Similar to the situation in Syria, this conflict has evolved into a proxy conflict. With Saudi Arabia and Iran arming the warring sides, the ongoing war in Yemen is likely to continue as long as external countries vie for regional influence.
Boko Haram Insurgency
Boko Haram is a militant Islamist group operating in the Chad Basin region of West Africa, seeking to overthrow the Nigerian government and establish an Islamic state based on Sharia law. Its insurgency began in 2009 in Nigeria and has since spread to Niger, Cameroon and Chad. Boko Haram wreaks terror through a combination of abductions, assassinations and bombings, frequently targeting civilians and spreading terror.
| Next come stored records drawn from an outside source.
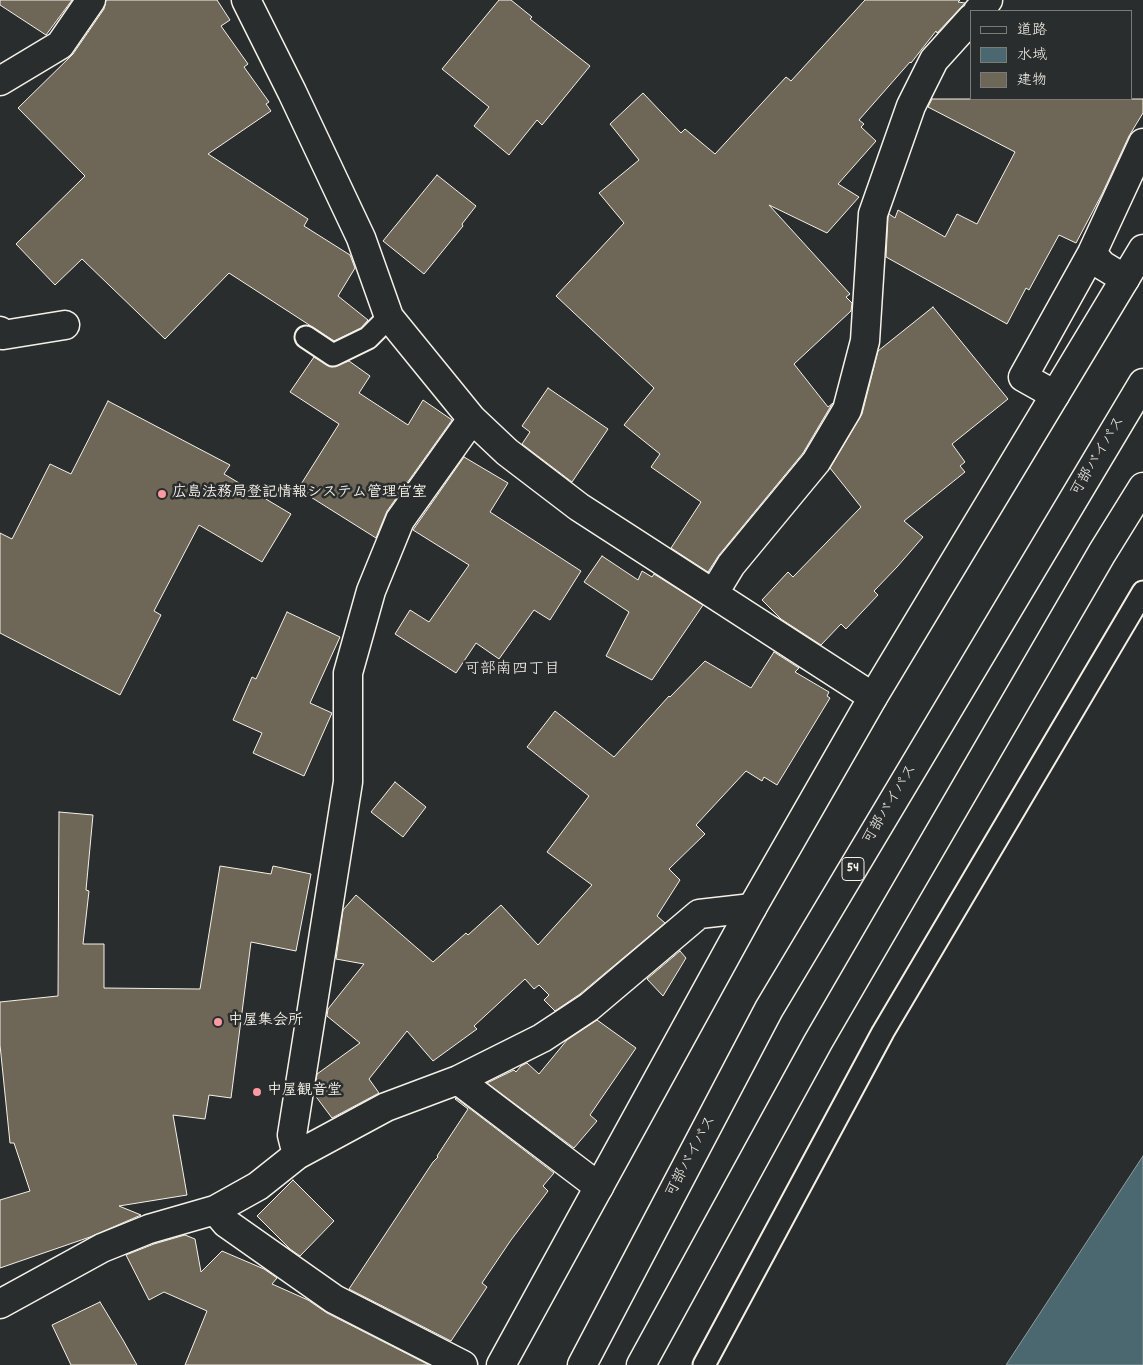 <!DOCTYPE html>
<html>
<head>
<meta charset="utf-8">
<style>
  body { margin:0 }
  #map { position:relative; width:1143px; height:1365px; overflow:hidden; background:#2a2d2e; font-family:Dekko,"Klee One",sans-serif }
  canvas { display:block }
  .legend { position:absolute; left:970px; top:10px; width:162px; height:90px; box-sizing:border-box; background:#2a2d2e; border:1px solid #7b7b78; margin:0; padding:6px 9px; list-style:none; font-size:15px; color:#f4f1e8 }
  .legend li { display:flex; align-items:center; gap:10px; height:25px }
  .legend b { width:25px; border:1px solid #7b7b78 }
</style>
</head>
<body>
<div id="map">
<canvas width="1143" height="1365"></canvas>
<ul class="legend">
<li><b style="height:6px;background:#2a2d2e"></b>道路</li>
<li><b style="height:14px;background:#4b676f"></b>水域</li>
<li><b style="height:14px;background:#6e6757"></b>建物</li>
</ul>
</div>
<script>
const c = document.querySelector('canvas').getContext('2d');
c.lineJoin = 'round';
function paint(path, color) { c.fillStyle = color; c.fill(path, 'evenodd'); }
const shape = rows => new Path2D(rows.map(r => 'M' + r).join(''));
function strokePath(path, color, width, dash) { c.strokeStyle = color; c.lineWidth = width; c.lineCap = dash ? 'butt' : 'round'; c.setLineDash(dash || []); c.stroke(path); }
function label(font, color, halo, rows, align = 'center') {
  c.font = font + ' Dekko,"Klee One",sans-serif'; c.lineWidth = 5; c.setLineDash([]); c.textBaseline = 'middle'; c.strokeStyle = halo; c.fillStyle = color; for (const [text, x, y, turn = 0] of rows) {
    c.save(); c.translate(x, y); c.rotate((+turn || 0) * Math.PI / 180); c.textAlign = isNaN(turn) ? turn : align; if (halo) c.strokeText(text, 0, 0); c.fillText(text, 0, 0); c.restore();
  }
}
const water = shape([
  [1143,1156,1143,1365,1006,1365,1143,1156]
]);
const building = shape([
  [0,0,72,0,46,35,0,5,0,0],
  [106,0,217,0,230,20,221,26,248,64,244,67,269,102,266,104,271,111,208,154,308,219,304,226,350,255,355,268,338,296,368,320,361,328,334,341,229,273,165,339,82,259,55,285,16,244,85,176,18,108,73,54,104,9,106,0],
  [499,0,511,0,532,17,530,19,590,66,542,125,537,120,509,155,474,126,489,107,442,69,499,0],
  [865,0,960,0,958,2,965,3,937,33,936,31,911,63,910,62,859,120,864,124,861,127,876,141,838,184,859,197,827,233,769,205,850,294,846,297,852,303,851,311,794,364,828,407,833,403,832,404,803,453,719,555,708,572,671,548,701,502,651,467,660,454,624,425,654,388,556,296,624,223,599,193,639,160,610,124,643,93,681,133,685,129,715,154,786,77,791,81,865,0],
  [932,99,1143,99,1143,113,1129,136,1102,194,1076,243,1059,235,1029,290,1026,288,1007,324,886,257,888,217,889,214,895,218,898,210,945,237,957,214,977,224,1015,152,928,107,932,99],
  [437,175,476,206,462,224,463,226,424,274,383,241,437,175],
  [933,307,1008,399,952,444,965,462,960,466,965,472,904,521,923,537,897,567,874,591,878,595,846,629,841,624,821,645,781,619,762,600,788,572,793,577,861,507,830,468,862,414,878,351,933,307],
  [314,357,332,367,349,361,370,376,359,393,408,425,423,400,452,420,387,511,376,538,298,489,339,424,290,392,314,357],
  [548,388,608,429,572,482,522,444,530,432,522,426,548,388],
  [108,401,230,465,224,474,291,514,262,562,199,525,154,611,161,615,120,695,0,633,0,533,12,539,50,464,71,474,108,401],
  [464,457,508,483,490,512,581,571,550,620,534,610,499,659,476,643,456,673,395,634,410,610,429,622,469,565,413,530,464,457],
  [602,556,638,580,642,571,652,577,654,574,703,605,652,680,606,656,629,612,584,582,602,556],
  [287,612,340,637,310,703,332,713,304,776,253,753,262,733,233,720,252,677,256,679,287,612],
  [774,652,799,668,795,672,829,692,827,696,830,698,777,785,764,777,762,781,746,771,696,825,705,834,669,869,680,880,657,916,665,923,580,994,555,1011,544,1000,549,995,539,985,534,989,525,979,474,1026,477,1029,433,1061,407,1031,369,1079,379,1093,332,1118,314,1094,317,1074,360,1043,327,1016,328,1009,364,964,336,959,343,910,356,895,433,962,466,933,468,935,501,905,538,945,592,885,547,852,589,796,527,747,555,711,614,757,669,696,670,697,705,661,751,688,774,652],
  [395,782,426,807,403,837,371,812,395,782],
  [59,812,93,815,86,890,89,891,83,944,104,944,104,988,200,989,220,866,271,874,273,866,311,874,296,951,251,942,231,1098,209,1095,205,1119,173,1115,187,1195,119,1206,141,1215,90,1237,0,1268,0,1200,30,1191,14,1143,10,1143,0,1045,0,1002,58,996,59,812],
  [680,951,686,958,663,996,647,979,680,951],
  [597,1020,636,1048,590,1115,597,1121,574,1148,487,1083,514,1070,516,1072,521,1066,527,1063,539,1074,567,1040,597,1020],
  [456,1098,554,1173,543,1186,548,1191,511,1240,482,1283,487,1287,451,1341,349,1289,433,1162,438,1157,437,1156,468,1109,455,1099,456,1098],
  [293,1180,334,1221,300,1256,290,1249,257,1216,293,1180],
  [185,1235,195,1239,201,1272,222,1251,264,1269,277,1278,272,1284,308,1300,327,1313,429,1365,185,1365,207,1311,164,1292,149,1300,126,1255,154,1244,185,1235],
  [100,1302,123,1340,137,1365,71,1365,52,1325,100,1302]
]);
const service = shape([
  [306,337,333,355,368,338,389,317],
  [704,1365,883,1032,1143,592]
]);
const minor = shape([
  [246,0,292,92,361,238,389,317,472,419,507,452,579,507,873,697],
  [978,11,988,0],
  [0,81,60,45,91,0],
  [1092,253,1102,265,1125,279],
  [0,331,3,335,65,325],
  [1055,395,1023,377,1092,253,1143,143],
  [714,593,731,565,816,462,847,410,865,341,873,214,911,106,934,60,972,18],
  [458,1080,599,1187],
  [297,1155,292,1135,348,782,348,673,371,591,400,520,472,419],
  [215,1210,226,1223,334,1299,463,1365],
  [0,1304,102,1248,149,1229,215,1210,258,1186,297,1155,386,1107,458,1080,542,1038,589,1007,699,914,752,908]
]);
const tertiary = shape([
  [501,1365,752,908,873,697,1143,249]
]);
const trunk = shape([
  [582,1365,769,1009,1143,383],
  [641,1365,818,1042,1102,553,1143,487]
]);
const markers = [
  [162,494,5,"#ff9aa2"],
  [218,1022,5,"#ff9aa2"],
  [257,1092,5,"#ff9aa2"]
];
const shields = [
  [853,869,22]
];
const shieldNames = [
  ["54",853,869]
];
const streetNames = [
  ["可部バイパス",1099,457,-59],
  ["可部バイパス",891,805,-59],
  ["可部バイパス",692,1157,-62]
];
const poiNames = [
  ["広島法務局登記情報システム管理官室",172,494],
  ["中屋集会所",228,1022],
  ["中屋観音堂",267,1092]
];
const neighbourhoodNames = [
  ["可部南四丁目",512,671]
];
paint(water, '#4b676f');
strokePath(water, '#8f9e9f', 1);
paint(building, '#6e6757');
strokePath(building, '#f4f1e8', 1);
strokePath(service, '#f4f1e8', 25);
strokePath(minor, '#f4f1e8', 31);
strokePath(tertiary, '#f4f1e8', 31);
strokePath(trunk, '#f4f1e8', 31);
strokePath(service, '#2a2d2e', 21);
strokePath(minor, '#2a2d2e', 28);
strokePath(tertiary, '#2a2d2e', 28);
strokePath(trunk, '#2a2d2e', 28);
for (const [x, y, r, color] of markers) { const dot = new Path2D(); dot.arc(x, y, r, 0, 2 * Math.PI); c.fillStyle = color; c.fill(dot); strokePath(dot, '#2a2d2e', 2); }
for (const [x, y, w] of shields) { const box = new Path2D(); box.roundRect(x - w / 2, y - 11.5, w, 23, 4); c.fillStyle = '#2a2d2e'; c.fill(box); strokePath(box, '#f4f1e8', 1); }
label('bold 14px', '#f4f1e8', null, shieldNames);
label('15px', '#f4f1e8', '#2a2d2e', streetNames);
label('bold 15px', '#f4f1e8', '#2a2d2e', poiNames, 'left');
label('16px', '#f4f1e8', '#2a2d2e', neighbourhoodNames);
</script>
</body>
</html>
The group is responsible for more than 47,000 deaths since May 2011 and has displaced 2.1 million people. Nigeria has undoubtedly been hit the hardest, accounting for more than 1.8 million displaced people, and 26,000 deaths in the northeastern state of Borno alone. Nigeria was also targeted in the infamous Chibok schoolgirls kidnapping in 2014, in which about 270 girls were abducted. Boko Haram now controls up to 20 percent of Nigeria and continues to inflict terror, violate human rights and leave millions without access to food, water, shelter or medical care throughout the entire Lake Chad region.
As evidenced by the sheer number of casualties and displacements caused by these ongoing wars, it appears these deplorable violent conflicts will continue to generate harrowing humanitarian emergencies to which the international community must respond.